Problem to work on:
Would you please retype the records that follow, word for word?

Data:

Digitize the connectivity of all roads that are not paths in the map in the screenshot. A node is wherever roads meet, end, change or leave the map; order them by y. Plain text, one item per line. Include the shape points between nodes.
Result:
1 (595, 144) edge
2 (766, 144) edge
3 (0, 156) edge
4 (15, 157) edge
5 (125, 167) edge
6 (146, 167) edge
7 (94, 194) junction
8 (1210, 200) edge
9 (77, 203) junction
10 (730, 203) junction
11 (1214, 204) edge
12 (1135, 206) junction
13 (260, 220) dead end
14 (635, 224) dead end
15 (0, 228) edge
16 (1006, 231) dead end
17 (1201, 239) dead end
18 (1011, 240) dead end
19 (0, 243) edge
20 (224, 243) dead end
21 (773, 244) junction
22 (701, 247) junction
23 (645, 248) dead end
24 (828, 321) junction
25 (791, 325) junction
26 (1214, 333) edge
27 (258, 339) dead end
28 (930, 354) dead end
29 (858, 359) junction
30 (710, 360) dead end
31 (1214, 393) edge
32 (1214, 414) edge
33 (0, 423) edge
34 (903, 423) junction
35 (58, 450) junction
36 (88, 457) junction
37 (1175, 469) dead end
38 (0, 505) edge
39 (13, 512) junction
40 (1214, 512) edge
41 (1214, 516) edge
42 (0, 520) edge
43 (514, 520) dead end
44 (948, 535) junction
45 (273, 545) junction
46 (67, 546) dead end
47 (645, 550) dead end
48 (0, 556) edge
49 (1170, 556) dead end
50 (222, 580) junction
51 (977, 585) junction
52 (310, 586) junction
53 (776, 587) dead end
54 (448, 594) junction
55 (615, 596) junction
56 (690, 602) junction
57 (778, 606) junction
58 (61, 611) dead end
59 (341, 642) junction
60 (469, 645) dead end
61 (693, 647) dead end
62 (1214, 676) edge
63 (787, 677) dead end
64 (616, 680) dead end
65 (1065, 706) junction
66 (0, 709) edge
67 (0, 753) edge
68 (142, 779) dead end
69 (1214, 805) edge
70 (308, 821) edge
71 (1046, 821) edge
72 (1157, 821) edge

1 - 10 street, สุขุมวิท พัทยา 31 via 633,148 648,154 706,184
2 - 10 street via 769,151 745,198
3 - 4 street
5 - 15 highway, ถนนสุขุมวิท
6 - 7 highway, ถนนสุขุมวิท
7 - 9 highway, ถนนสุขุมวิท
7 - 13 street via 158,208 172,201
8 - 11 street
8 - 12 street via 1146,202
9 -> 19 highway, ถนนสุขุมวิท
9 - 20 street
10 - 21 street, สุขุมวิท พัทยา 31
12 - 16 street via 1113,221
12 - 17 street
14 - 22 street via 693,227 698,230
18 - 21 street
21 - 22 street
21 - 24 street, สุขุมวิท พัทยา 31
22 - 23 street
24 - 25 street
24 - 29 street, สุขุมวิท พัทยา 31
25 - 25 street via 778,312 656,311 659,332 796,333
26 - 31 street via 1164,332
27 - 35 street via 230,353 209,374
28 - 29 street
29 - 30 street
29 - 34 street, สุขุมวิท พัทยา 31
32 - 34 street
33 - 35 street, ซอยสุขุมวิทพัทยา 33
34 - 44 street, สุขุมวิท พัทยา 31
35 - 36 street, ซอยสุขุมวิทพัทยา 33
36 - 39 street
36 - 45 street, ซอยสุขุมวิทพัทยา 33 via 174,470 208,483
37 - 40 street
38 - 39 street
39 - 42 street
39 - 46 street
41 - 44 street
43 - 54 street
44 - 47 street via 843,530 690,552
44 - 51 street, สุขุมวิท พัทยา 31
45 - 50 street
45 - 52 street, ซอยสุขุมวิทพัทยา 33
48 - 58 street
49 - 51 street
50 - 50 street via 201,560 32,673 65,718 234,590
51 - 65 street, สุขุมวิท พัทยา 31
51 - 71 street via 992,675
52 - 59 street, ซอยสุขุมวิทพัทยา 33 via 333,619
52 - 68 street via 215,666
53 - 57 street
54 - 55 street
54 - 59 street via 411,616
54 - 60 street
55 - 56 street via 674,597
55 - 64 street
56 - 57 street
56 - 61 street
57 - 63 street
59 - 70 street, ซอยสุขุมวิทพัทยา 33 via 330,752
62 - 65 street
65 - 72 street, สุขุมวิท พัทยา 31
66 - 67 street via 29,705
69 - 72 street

Result for this exercise:
Digitize the connectivity of all roads that are not paths in the map in the screenshot. A node is wherever roads meet, end, change or leave the map; order them by y. Plain text, one item per line. Include the shape points between nodes.
Result:
1 (595, 144) edge
2 (766, 144) edge
3 (0, 156) edge
4 (15, 157) edge
5 (125, 167) edge
6 (146, 167) edge
7 (94, 194) junction
8 (1210, 200) edge
9 (77, 203) junction
10 (730, 203) junction
11 (1214, 204) edge
12 (1135, 206) junction
13 (260, 220) dead end
14 (635, 224) dead end
15 (0, 228) edge
16 (1006, 231) dead end
17 (1201, 239) dead end
18 (1011, 240) dead end
19 (0, 243) edge
20 (224, 243) dead end
21 (773, 244) junction
22 (701, 247) junction
23 (645, 248) dead end
24 (828, 321) junction
25 (791, 325) junction
26 (1214, 333) edge
27 (258, 339) dead end
28 (930, 354) dead end
29 (858, 359) junction
30 (710, 360) dead end
31 (1214, 393) edge
32 (1214, 414) edge
33 (0, 423) edge
34 (903, 423) junction
35 (58, 450) junction
36 (88, 457) junction
37 (1175, 469) dead end
38 (0, 505) edge
39 (13, 512) junction
40 (1214, 512) edge
41 (1214, 516) edge
42 (0, 520) edge
43 (514, 520) dead end
44 (948, 535) junction
45 (273, 545) junction
46 (67, 546) dead end
47 (645, 550) dead end
48 (0, 556) edge
49 (1170, 556) dead end
50 (222, 580) junction
51 (977, 585) junction
52 (310, 586) junction
53 (776, 587) dead end
54 (448, 594) junction
55 (615, 596) junction
56 (690, 602) junction
57 (778, 606) junction
58 (61, 611) dead end
59 (341, 642) junction
60 (469, 645) dead end
61 (693, 647) dead end
62 (1214, 676) edge
63 (787, 677) dead end
64 (616, 680) dead end
65 (1065, 706) junction
66 (0, 709) edge
67 (0, 753) edge
68 (142, 779) dead end
69 (1214, 805) edge
70 (308, 821) edge
71 (1046, 821) edge
72 (1157, 821) edge

1 - 10 street, สุขุมวิท พัทยา 31 via 633,148 648,154 706,184
2 - 10 street via 769,151 745,198
3 - 4 street
5 - 15 highway, ถนนสุขุมวิท
6 - 7 highway, ถนนสุขุมวิท
7 - 9 highway, ถนนสุขุมวิท
7 - 13 street via 158,208 172,201
8 - 11 street
8 - 12 street via 1146,202
9 -> 19 highway, ถนนสุขุมวิท
9 - 20 street
10 - 21 street, สุขุมวิท พัทยา 31
12 - 16 street via 1113,221
12 - 17 street
14 - 22 street via 693,227 698,230
18 - 21 street
21 - 22 street
21 - 24 street, สุขุมวิท พัทยา 31
22 - 23 street
24 - 25 street
24 - 29 street, สุขุมวิท พัทยา 31
25 - 25 street via 778,312 656,311 659,332 796,333
26 - 31 street via 1164,332
27 - 35 street via 230,353 209,374
28 - 29 street
29 - 30 street
29 - 34 street, สุขุมวิท พัทยา 31
32 - 34 street
33 - 35 street, ซอยสุขุมวิทพัทยา 33
34 - 44 street, สุขุมวิท พัทยา 31
35 - 36 street, ซอยสุขุมวิทพัทยา 33
36 - 39 street
36 - 45 street, ซอยสุขุมวิทพัทยา 33 via 174,470 208,483
37 - 40 street
38 - 39 street
39 - 42 street
39 - 46 street
41 - 44 street
43 - 54 street
44 - 47 street via 843,530 690,552
44 - 51 street, สุขุมวิท พัทยา 31
45 - 50 street
45 - 52 street, ซอยสุขุมวิทพัทยา 33
48 - 58 street
49 - 51 street
50 - 50 street via 201,560 32,673 65,718 234,590
51 - 65 street, สุขุมวิท พัทยา 31
51 - 71 street via 992,675
52 - 59 street, ซอยสุขุมวิทพัทยา 33 via 333,619
52 - 68 street via 215,666
53 - 57 street
54 - 55 street
54 - 59 street via 411,616
54 - 60 street
55 - 56 street via 674,597
55 - 64 street
56 - 57 street
56 - 61 street
57 - 63 street
59 - 70 street, ซอยสุขุมวิทพัทยา 33 via 330,752
62 - 65 street
65 - 72 street, สุขุมวิท พัทยา 31
66 - 67 street via 29,705
69 - 72 street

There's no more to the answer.